Only the lines with "ability" in them need to be copied from the listing.
Start of Dataset records
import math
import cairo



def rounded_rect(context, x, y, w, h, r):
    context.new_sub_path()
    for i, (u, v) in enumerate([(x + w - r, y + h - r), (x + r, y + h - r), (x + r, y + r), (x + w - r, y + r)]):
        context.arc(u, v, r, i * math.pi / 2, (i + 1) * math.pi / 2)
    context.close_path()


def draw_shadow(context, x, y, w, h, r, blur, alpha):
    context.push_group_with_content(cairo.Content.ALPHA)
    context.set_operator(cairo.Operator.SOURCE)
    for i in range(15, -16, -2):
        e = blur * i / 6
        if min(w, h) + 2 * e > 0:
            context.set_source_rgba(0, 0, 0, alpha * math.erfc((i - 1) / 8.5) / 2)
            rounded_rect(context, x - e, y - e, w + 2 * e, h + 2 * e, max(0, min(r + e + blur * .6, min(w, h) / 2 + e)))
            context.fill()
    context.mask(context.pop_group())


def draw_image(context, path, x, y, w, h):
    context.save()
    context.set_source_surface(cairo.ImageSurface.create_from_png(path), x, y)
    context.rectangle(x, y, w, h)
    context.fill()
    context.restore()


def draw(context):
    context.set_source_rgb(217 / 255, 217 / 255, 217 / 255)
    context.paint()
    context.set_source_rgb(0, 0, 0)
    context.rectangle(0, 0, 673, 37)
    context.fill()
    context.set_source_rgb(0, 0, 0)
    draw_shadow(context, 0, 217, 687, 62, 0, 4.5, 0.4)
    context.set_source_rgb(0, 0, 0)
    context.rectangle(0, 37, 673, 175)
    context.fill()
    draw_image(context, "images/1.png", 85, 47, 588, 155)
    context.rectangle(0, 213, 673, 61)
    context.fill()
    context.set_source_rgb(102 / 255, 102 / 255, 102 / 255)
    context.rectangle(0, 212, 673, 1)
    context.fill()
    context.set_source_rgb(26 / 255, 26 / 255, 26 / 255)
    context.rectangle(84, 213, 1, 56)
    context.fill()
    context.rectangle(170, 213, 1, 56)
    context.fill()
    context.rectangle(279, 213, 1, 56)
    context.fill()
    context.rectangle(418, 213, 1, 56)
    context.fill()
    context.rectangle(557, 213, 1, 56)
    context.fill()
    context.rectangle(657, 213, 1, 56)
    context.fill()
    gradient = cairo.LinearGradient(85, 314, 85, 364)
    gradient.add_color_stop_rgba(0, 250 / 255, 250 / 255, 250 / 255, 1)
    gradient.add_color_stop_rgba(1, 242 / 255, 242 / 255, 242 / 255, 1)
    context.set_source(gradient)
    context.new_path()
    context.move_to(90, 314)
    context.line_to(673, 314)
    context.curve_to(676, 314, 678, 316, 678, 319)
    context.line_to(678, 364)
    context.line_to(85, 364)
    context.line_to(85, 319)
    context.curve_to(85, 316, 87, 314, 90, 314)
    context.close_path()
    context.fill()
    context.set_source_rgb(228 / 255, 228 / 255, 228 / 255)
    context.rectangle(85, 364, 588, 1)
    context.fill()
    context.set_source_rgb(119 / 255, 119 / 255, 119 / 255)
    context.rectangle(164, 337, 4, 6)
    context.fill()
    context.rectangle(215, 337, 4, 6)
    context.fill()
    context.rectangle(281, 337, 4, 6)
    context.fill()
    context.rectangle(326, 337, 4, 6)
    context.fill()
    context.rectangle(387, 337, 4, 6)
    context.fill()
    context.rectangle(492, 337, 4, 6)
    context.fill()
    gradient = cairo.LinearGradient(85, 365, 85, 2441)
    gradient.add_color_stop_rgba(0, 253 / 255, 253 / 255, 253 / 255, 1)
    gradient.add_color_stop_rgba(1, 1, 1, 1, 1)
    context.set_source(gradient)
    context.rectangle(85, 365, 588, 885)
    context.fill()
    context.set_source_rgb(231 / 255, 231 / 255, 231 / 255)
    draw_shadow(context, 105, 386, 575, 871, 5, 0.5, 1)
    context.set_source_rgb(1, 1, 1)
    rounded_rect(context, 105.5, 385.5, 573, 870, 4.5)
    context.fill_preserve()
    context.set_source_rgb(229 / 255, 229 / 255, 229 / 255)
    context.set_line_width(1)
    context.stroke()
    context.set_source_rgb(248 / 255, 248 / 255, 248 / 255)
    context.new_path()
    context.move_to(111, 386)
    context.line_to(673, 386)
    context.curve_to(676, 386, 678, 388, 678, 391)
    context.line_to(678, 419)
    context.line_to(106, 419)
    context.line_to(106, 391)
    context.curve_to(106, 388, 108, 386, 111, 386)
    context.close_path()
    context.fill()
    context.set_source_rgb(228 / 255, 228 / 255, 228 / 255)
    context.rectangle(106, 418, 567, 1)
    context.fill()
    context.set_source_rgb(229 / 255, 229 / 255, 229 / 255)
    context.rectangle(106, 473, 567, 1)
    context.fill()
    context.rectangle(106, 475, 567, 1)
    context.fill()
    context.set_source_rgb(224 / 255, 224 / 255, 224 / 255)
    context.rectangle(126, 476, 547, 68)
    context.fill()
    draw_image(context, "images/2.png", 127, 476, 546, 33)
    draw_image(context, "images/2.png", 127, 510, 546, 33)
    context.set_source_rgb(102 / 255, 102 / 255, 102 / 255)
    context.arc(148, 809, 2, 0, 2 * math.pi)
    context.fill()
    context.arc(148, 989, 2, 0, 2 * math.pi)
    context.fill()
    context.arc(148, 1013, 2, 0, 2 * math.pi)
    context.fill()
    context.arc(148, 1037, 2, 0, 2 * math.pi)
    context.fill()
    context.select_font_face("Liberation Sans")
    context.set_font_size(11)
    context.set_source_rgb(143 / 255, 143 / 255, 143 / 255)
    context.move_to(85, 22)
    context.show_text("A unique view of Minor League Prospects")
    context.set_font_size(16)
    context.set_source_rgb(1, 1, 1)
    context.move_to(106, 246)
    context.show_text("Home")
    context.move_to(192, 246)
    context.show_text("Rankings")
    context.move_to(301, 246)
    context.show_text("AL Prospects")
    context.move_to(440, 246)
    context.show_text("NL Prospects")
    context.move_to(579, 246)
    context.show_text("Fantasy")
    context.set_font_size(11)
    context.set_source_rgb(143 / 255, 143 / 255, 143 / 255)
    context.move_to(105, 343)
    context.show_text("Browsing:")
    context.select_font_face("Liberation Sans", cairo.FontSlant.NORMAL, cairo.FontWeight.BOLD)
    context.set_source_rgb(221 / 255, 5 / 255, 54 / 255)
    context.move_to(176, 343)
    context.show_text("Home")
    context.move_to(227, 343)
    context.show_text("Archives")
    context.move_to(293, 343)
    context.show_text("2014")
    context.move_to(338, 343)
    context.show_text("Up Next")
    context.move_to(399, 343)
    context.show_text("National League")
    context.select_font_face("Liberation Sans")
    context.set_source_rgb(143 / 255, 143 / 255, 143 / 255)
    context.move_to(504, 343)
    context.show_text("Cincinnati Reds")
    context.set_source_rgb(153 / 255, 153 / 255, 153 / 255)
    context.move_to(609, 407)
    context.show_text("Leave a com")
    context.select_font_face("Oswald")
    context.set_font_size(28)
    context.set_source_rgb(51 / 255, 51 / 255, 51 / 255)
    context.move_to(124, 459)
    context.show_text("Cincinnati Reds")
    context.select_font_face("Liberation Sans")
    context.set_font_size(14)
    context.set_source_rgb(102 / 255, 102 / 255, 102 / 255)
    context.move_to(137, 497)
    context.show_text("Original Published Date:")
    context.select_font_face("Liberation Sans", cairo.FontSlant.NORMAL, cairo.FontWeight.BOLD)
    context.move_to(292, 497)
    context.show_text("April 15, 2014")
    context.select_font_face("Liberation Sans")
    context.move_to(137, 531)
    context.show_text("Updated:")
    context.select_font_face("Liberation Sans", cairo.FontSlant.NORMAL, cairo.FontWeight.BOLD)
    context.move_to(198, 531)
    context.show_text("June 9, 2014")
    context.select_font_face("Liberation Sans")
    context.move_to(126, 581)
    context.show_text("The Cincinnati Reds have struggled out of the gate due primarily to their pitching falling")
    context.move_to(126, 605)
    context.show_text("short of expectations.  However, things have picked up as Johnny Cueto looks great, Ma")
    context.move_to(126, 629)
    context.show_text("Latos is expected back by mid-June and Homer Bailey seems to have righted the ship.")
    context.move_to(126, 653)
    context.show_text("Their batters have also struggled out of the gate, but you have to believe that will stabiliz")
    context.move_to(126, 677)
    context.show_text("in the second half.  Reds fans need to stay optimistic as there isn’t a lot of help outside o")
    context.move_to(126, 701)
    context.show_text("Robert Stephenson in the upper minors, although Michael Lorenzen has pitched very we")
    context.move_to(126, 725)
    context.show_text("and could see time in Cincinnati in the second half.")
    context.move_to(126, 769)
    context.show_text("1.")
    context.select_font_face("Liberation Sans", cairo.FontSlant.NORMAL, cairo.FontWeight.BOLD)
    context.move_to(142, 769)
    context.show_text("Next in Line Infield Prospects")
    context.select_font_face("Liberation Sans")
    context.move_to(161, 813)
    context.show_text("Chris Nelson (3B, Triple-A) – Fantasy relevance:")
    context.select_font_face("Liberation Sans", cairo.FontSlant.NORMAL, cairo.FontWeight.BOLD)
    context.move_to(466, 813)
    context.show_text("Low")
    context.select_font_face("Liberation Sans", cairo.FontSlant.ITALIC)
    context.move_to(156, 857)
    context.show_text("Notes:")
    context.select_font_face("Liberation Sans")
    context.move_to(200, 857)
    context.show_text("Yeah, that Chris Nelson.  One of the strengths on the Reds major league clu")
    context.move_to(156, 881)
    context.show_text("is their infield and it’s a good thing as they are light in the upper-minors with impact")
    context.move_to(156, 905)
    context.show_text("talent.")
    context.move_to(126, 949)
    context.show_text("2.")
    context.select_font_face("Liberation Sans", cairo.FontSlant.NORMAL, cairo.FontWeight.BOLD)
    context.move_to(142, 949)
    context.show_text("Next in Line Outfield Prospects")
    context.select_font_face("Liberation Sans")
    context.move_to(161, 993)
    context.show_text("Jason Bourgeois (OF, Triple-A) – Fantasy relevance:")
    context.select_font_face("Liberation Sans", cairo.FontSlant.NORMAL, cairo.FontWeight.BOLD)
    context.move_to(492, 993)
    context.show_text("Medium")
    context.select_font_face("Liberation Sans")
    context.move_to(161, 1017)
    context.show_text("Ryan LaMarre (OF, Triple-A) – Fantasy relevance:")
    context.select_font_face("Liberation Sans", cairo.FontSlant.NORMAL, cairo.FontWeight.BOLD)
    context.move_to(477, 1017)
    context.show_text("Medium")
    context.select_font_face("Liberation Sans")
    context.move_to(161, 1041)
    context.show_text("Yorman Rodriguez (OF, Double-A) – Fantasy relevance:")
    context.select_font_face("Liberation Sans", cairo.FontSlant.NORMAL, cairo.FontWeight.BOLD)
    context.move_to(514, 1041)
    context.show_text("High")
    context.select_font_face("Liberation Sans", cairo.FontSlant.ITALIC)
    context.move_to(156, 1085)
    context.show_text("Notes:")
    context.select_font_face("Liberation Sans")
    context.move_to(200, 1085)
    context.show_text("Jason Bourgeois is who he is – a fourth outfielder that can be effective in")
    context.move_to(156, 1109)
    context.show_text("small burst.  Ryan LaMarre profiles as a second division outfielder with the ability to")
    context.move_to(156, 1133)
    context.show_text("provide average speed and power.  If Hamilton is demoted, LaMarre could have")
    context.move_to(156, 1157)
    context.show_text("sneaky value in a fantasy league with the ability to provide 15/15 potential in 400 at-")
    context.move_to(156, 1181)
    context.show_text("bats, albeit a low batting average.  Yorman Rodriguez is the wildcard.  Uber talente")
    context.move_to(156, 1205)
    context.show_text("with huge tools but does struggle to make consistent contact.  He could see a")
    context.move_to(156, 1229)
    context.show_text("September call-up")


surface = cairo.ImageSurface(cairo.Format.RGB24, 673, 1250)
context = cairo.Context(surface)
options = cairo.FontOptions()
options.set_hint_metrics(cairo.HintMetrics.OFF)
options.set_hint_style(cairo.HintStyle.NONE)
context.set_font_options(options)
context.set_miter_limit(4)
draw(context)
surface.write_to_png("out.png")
End of Dataset records
Response below:
    context.show_text("small burst.  Ryan LaMarre profiles as a second division outfielder with the ability to")
    context.show_text("sneaky value in a fantasy league with the ability to provide 15/15 potential in 400 at-")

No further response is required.